[RECORDS — start]

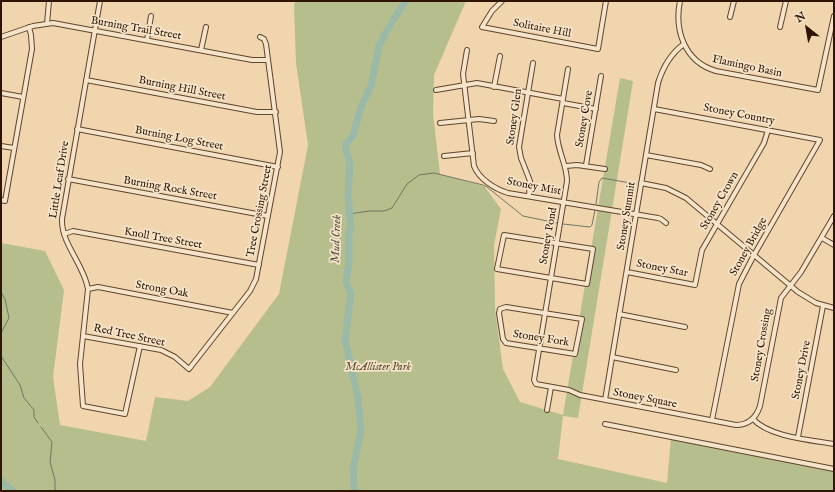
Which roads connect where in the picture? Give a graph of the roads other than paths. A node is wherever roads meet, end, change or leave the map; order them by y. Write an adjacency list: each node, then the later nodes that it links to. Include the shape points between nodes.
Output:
1 (49, 1): 11 (street)
2 (100, 1): 15 (street, Little Leaf Drive)
3 (502, 1): 4 (street, Solitaire Hill, via 482,27 598,49)
4 (606, 1)
5 (680, 1): 19 (street, via 678,16)
6 (734, 1): 10 (street)
7 (786, 1): 14 (street)
8 (151, 16): 18 (street)
9 (834, 16): 19 (street, Flamingo Basin, via 818,90 707,69 695,60)
10 (730, 17)
11 (47, 24): 12 (street, Burning Trail Street); 15 (street, Burning Trail Street)
12 (29, 27): 16 (street, Burning Trail Street); 33 (street, via 32,42)
13 (206, 27): 20 (street)
14 (780, 27)
15 (94, 30): 18 (street, Burning Trail Street); 27 (street, Little Leaf Drive)
16 (1, 37)
17 (260, 37): 23 (street, Tree Crossing Street, via 265,41)
18 (147, 40): 20 (street, Burning Trail Street)
19 (684, 44): 36 (street, Stoney Summit, via 672,54 661,73)
20 (201, 50): 23 (street, Burning Trail Street, via 252,60)
21 (466, 50): 28 (street, Stoney Mist)
22 (500, 56): 29 (street)
23 (268, 60): 37 (street, Tree Crossing Street)
24 (533, 63): 32 (street, Stoney Glen)
25 (568, 70): 34 (street, Stoney Pond)
26 (601, 76): 35 (street, Stoney Cove)
27 (86, 80): 37 (street, Burning Hill Street, via 257,112); 41 (street, Little Leaf Drive)
28 (465, 86): 29 (street, via 477,83); 30 (street); 38 (street, Stoney Mist)
29 (494, 87): 32 (street)
30 (436, 90)
31 (1, 93): 33 (street)
32 (527, 93): 34 (street); 56 (street, Stoney Glen, via 519,152 530,181)
33 (23, 97): 45 (street)
34 (563, 101): 35 (street); 50 (street, Stoney Pond, via 557,142)
35 (596, 109): 49 (street, Stoney Cove)
36 (654, 109): 42 (street, Stoney Country); 47 (street, Stoney Summit)
37 (276, 112): 51 (street, Tree Crossing Street, via 280,147)
38 (468, 120): 39 (street); 40 (street); 46 (street, Stoney Mist)
39 (494, 121)
40 (440, 123)
41 (77, 129): 51 (street, Burning Log Street); 54 (street, Little Leaf Drive)
42 (768, 130): 43 (street, Stoney Country); 63 (street, Stoney Crown, via 764,143)
43 (820, 140): 68 (street, Stoney Bridge)
44 (1, 146): 45 (street)
45 (14, 148): 57 (street)
46 (472, 153): 48 (street); 56 (street, Stoney Mist, via 477,171 493,186 508,193)
47 (646, 155): 53 (street); 55 (street, Stoney Summit)
48 (444, 156)
49 (586, 165): 50 (street); 52 (street)
50 (566, 166): 58 (street, Stoney Pond)
51 (278, 167): 60 (street, Tree Crossing Street)
52 (605, 169)
53 (710, 169)
54 (68, 179): 60 (street, Burning Rock Street); 64 (street, Little Leaf Drive, via 62,219)
55 (641, 183): 59 (street, Stoney Summit); 63 (street, via 666,188 679,194)
56 (529, 196): 58 (street, Stoney Mist)
57 (3, 200)
58 (564, 202): 59 (street, Stoney Mist); 66 (street, Stoney Pond)
59 (636, 214): 62 (street, Stoney Mist, via 661,219); 70 (street, Stoney Summit)
60 (268, 216): 69 (street, Tree Crossing Street)
61 (834, 216): 65 (street, Stoney Crossing)
62 (666, 223)
63 (718, 224): 68 (street); 72 (street, Stoney Crown, via 702,250)
64 (64, 234): 69 (street, Knoll Tree Street, via 73,231); 74 (street, Little Leaf Drive)
65 (822, 238): 67 (street); 73 (street, Stoney Crossing)
66 (557, 243): 71 (street, Stoney Pond); 71 (street, via 593,249 587,284); 71 (street, via 504,234 497,269)
67 (834, 245)
68 (754, 255): 73 (street); 92 (street, Stoney Bridge, via 739,284)
69 (259, 265): 77 (street, Tree Crossing Street, via 254,285)
70 (627, 272): 72 (street, Stoney Star); 79 (street, Stoney Summit)
71 (551, 279): 78 (street, Stoney Pond)
72 (694, 284)
73 (790, 285): 75 (street); 91 (street, Stoney Crossing, via 779,303 760,406)
74 (88, 289): 77 (street, Strong Oak, via 98,287); 81 (street, Little Leaf Drive)
75 (823, 306): 76 (street); 94 (street, Stoney Drive)
76 (834, 308)
77 (233, 313): 85 (street, Tree Crossing Street)
78 (544, 313): 83 (street, Stoney Pond); 83 (street, Stoney Fork, via 582,319 575,354); 83 (street, Stoney Fork, via 506,306 500,309 499,313 504,342)
79 (619, 314): 80 (street); 84 (street, Stoney Summit)
80 (685, 327)
81 (83, 336): 82 (street, Red Tree Street); 82 (street, Little Leaf Drive, via 80,364 83,406 125,414)
82 (140, 346): 85 (street, Red Tree Street, via 166,352)
83 (539, 348): 87 (street, Stoney Pond)
84 (612, 358): 86 (street); 89 (street, Stoney Summit)
85 (189, 369)
86 (676, 370)
87 (535, 382): 88 (street, Stoney Square)
88 (551, 387): 89 (street, Stoney Square); 90 (street)
89 (605, 400): 92 (street, Stoney Square)
90 (547, 410)
91 (753, 419): 92 (street, Stoney Square, via 741,425); 94 (street, via 769,431)
92 (712, 420)
93 (605, 424): 96 (street)
94 (798, 437): 95 (street)
95 (834, 444)
96 (834, 468)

[RECORDS — finish]

WHAT NEEDS TO BE DONE:
Your task is to reproduce all of the material exactly. The pictures stay out.

ANSWER BOX:
Which roads connect where in the picture? Give a graph of the roads other than paths. A node is wherever roads meet, end, change or leave the map; order them by y. Write an adjacency list: each node, then the later nodes that it links to. Include the shape points between nodes.
Output:
1 (49, 1): 11 (street)
2 (100, 1): 15 (street, Little Leaf Drive)
3 (502, 1): 4 (street, Solitaire Hill, via 482,27 598,49)
4 (606, 1)
5 (680, 1): 19 (street, via 678,16)
6 (734, 1): 10 (street)
7 (786, 1): 14 (street)
8 (151, 16): 18 (street)
9 (834, 16): 19 (street, Flamingo Basin, via 818,90 707,69 695,60)
10 (730, 17)
11 (47, 24): 12 (street, Burning Trail Street); 15 (street, Burning Trail Street)
12 (29, 27): 16 (street, Burning Trail Street); 33 (street, via 32,42)
13 (206, 27): 20 (street)
14 (780, 27)
15 (94, 30): 18 (street, Burning Trail Street); 27 (street, Little Leaf Drive)
16 (1, 37)
17 (260, 37): 23 (street, Tree Crossing Street, via 265,41)
18 (147, 40): 20 (street, Burning Trail Street)
19 (684, 44): 36 (street, Stoney Summit, via 672,54 661,73)
20 (201, 50): 23 (street, Burning Trail Street, via 252,60)
21 (466, 50): 28 (street, Stoney Mist)
22 (500, 56): 29 (street)
23 (268, 60): 37 (street, Tree Crossing Street)
24 (533, 63): 32 (street, Stoney Glen)
25 (568, 70): 34 (street, Stoney Pond)
26 (601, 76): 35 (street, Stoney Cove)
27 (86, 80): 37 (street, Burning Hill Street, via 257,112); 41 (street, Little Leaf Drive)
28 (465, 86): 29 (street, via 477,83); 30 (street); 38 (street, Stoney Mist)
29 (494, 87): 32 (street)
30 (436, 90)
31 (1, 93): 33 (street)
32 (527, 93): 34 (street); 56 (street, Stoney Glen, via 519,152 530,181)
33 (23, 97): 45 (street)
34 (563, 101): 35 (street); 50 (street, Stoney Pond, via 557,142)
35 (596, 109): 49 (street, Stoney Cove)
36 (654, 109): 42 (street, Stoney Country); 47 (street, Stoney Summit)
37 (276, 112): 51 (street, Tree Crossing Street, via 280,147)
38 (468, 120): 39 (street); 40 (street); 46 (street, Stoney Mist)
39 (494, 121)
40 (440, 123)
41 (77, 129): 51 (street, Burning Log Street); 54 (street, Little Leaf Drive)
42 (768, 130): 43 (street, Stoney Country); 63 (street, Stoney Crown, via 764,143)
43 (820, 140): 68 (street, Stoney Bridge)
44 (1, 146): 45 (street)
45 (14, 148): 57 (street)
46 (472, 153): 48 (street); 56 (street, Stoney Mist, via 477,171 493,186 508,193)
47 (646, 155): 53 (street); 55 (street, Stoney Summit)
48 (444, 156)
49 (586, 165): 50 (street); 52 (street)
50 (566, 166): 58 (street, Stoney Pond)
51 (278, 167): 60 (street, Tree Crossing Street)
52 (605, 169)
53 (710, 169)
54 (68, 179): 60 (street, Burning Rock Street); 64 (street, Little Leaf Drive, via 62,219)
55 (641, 183): 59 (street, Stoney Summit); 63 (street, via 666,188 679,194)
56 (529, 196): 58 (street, Stoney Mist)
57 (3, 200)
58 (564, 202): 59 (street, Stoney Mist); 66 (street, Stoney Pond)
59 (636, 214): 62 (street, Stoney Mist, via 661,219); 70 (street, Stoney Summit)
60 (268, 216): 69 (street, Tree Crossing Street)
61 (834, 216): 65 (street, Stoney Crossing)
62 (666, 223)
63 (718, 224): 68 (street); 72 (street, Stoney Crown, via 702,250)
64 (64, 234): 69 (street, Knoll Tree Street, via 73,231); 74 (street, Little Leaf Drive)
65 (822, 238): 67 (street); 73 (street, Stoney Crossing)
66 (557, 243): 71 (street, Stoney Pond); 71 (street, via 593,249 587,284); 71 (street, via 504,234 497,269)
67 (834, 245)
68 (754, 255): 73 (street); 92 (street, Stoney Bridge, via 739,284)
69 (259, 265): 77 (street, Tree Crossing Street, via 254,285)
70 (627, 272): 72 (street, Stoney Star); 79 (street, Stoney Summit)
71 (551, 279): 78 (street, Stoney Pond)
72 (694, 284)
73 (790, 285): 75 (street); 91 (street, Stoney Crossing, via 779,303 760,406)
74 (88, 289): 77 (street, Strong Oak, via 98,287); 81 (street, Little Leaf Drive)
75 (823, 306): 76 (street); 94 (street, Stoney Drive)
76 (834, 308)
77 (233, 313): 85 (street, Tree Crossing Street)
78 (544, 313): 83 (street, Stoney Pond); 83 (street, Stoney Fork, via 582,319 575,354); 83 (street, Stoney Fork, via 506,306 500,309 499,313 504,342)
79 (619, 314): 80 (street); 84 (street, Stoney Summit)
80 (685, 327)
81 (83, 336): 82 (street, Red Tree Street); 82 (street, Little Leaf Drive, via 80,364 83,406 125,414)
82 (140, 346): 85 (street, Red Tree Street, via 166,352)
83 (539, 348): 87 (street, Stoney Pond)
84 (612, 358): 86 (street); 89 (street, Stoney Summit)
85 (189, 369)
86 (676, 370)
87 (535, 382): 88 (street, Stoney Square)
88 (551, 387): 89 (street, Stoney Square); 90 (street)
89 (605, 400): 92 (street, Stoney Square)
90 (547, 410)
91 (753, 419): 92 (street, Stoney Square, via 741,425); 94 (street, via 769,431)
92 (712, 420)
93 (605, 424): 96 (street)
94 (798, 437): 95 (street)
95 (834, 444)
96 (834, 468)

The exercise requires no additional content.